Some parts of a controversial proposal to curb risky trading by banks appeared likely to be included in the historic Wall Street reforms now being negotiated by U.S. lawmakers, a move that would be a sharp rebuke to the banking industry.
Senator Blanche Lincoln, the Democratic author of the plan aimed at limiting swap trading by banks, is modifying her proposal to keep it in the final bill being developed by a Senate-House conference committee, according to a document from Lincoln's office obtained by Reuters on Monday.
A senior aide said that portions, at least, of Lincoln's proposal will be incorporated in the legislation.
Lincoln got a political boost last week when she won a Democratic primary election in Arkansas by campaigning, in part, on a vigorous attack on unpopular Wall Street banks.
The banking industry has fiercely resisted Lincoln's plan since she unveiled it in April.
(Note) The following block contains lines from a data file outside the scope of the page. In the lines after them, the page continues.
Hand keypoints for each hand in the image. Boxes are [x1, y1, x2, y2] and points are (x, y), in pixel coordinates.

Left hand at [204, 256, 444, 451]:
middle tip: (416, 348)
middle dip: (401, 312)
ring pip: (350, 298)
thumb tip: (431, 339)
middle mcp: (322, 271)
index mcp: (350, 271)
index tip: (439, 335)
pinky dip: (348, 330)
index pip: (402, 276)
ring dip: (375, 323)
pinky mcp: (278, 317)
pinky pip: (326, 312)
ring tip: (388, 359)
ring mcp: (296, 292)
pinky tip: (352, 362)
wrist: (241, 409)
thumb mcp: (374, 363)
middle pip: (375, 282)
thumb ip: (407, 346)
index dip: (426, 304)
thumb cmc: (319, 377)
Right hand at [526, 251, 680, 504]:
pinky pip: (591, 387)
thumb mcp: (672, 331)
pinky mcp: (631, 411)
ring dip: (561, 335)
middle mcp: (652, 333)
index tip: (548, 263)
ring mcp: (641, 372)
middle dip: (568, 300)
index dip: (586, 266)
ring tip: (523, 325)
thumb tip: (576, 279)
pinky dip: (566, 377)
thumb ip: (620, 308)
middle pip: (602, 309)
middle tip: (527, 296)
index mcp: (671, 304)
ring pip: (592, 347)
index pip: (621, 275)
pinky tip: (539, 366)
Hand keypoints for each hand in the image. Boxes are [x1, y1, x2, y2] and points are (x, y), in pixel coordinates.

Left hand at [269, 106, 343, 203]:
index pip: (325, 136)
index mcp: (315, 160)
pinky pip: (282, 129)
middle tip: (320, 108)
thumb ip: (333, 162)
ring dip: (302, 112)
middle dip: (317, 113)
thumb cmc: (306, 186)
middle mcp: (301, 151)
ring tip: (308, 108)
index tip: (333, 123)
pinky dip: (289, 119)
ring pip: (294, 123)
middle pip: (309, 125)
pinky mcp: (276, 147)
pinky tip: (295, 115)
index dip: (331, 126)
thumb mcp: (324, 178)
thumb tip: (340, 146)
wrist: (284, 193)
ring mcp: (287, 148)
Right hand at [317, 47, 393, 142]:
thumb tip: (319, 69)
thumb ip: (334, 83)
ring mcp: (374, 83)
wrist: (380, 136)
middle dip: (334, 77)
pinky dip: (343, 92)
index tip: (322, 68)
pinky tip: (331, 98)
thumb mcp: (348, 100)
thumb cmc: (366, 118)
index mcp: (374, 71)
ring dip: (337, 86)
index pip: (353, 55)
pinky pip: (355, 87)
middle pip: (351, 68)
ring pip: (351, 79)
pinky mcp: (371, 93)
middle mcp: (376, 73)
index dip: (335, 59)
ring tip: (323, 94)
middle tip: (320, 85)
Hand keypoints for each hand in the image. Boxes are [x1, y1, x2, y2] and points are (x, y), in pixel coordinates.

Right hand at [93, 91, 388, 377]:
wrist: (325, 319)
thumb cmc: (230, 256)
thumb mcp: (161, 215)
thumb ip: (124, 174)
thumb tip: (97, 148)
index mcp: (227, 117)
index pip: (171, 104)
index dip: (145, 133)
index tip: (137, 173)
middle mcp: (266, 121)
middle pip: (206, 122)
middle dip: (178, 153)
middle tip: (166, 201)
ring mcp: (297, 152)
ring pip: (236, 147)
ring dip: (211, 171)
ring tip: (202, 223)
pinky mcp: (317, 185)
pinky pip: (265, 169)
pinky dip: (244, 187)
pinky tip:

The joint Senate-House conference committee developing the final financial regulation bill will reconvene on Tuesday to consider some less controversial provisions of the bill, which analysts expect to be completed by the end of the month.
Once a final bill is approved by the two chambers, it would be sent to President Barack Obama to sign into law. That would give him and fellow Democrats a major domestic policy achievement to add to health-care reform ahead of general elections in November.
One provision on Tuesday's agenda would require hedge funds to register with the government. Another would set up a new government office to monitor, but not regulate, the insurance industry, which is now policed by state authorities.
A third provision, which may be contentious, would impose a new rulebook on credit rating agencies, such as Moody's Corp, Standard & Poor's and Fitch Rating.
LINCOLN TWEAKS PLAN
Despite concerns about profits being cut if the Lincoln plan and other reforms are ultimately approved, stocks in the sector rose on Monday, with the KBW Banks index up 0.41 percent in early afternoon at midday amid a broadly higher market.
"You are going to see a lot of trial balloons over the next several weeks. This is one of many. People are expecting movements on the swap desks and the Volcker rule. That is not a surprise," said Matt McCormick, a portfolio manager and banking analyst at Bahl & Gaynor Investment Counsel in Cincinnati.
"People are kind of viewing this as, 'Okay, talk to me when we are getting firmer in the details," he said.
The Senate bill presently contains Lincoln's initial proposal to force banks to choose between their lucrative over-the-counter derivatives trading desks and access to government protections, such as emergency Fed lending. But that plan faces stiff opposition, despite Lincoln's victory.
Derivatives include credit default swaps, a form of insurance used to protect against a borrower's defaulting on its bonds, which have been blamed for playing a role in triggering the global financial crisis.
Paul Volcker, a White House economic adviser, said on CNBC television on Monday that Lincoln's original proposal was too sweeping. He said it may make sense to separate some swaps activities from banks, but that it was difficult to draw clear lines between banks, their holding companies and affiliates.
"The proposed legislation ... has certainly taken account of some of the objections," he said.
The document from Lincoln's office obtained by Reuters showed that Lincoln, the chairman of the Senate Agriculture Committee, wants to give "swaps entities" access to emergency Federal Reserve loans or other "broad based federal assistance." Swaps entities include dealers, participants and clearinghouses.
It also outlined a two-year transition period for banks that own swaps desks to comply with the new rules, and proposed swaps dealers could be affiliates of bank holding companies and separately capitalized, a point Lincoln made in May but that was not spelled out in writing.
Approval of a bill that includes even portions of Lincoln's hard-hitting plan could have far-reaching structural implications for some of Wall Street's largest institutions.
The largely unregulated OTC derivatives market generated about $24 billion in industrywide revenues in 2009; an estimated 98 percent of the total was generated by JPMorgan Chase, Bank of America, Goldman Sachs, Morgan Stanley and Citigroup.
Conferees met with Lincoln staff members over the weekend, as well as staffers for other Democratic senators, aides said.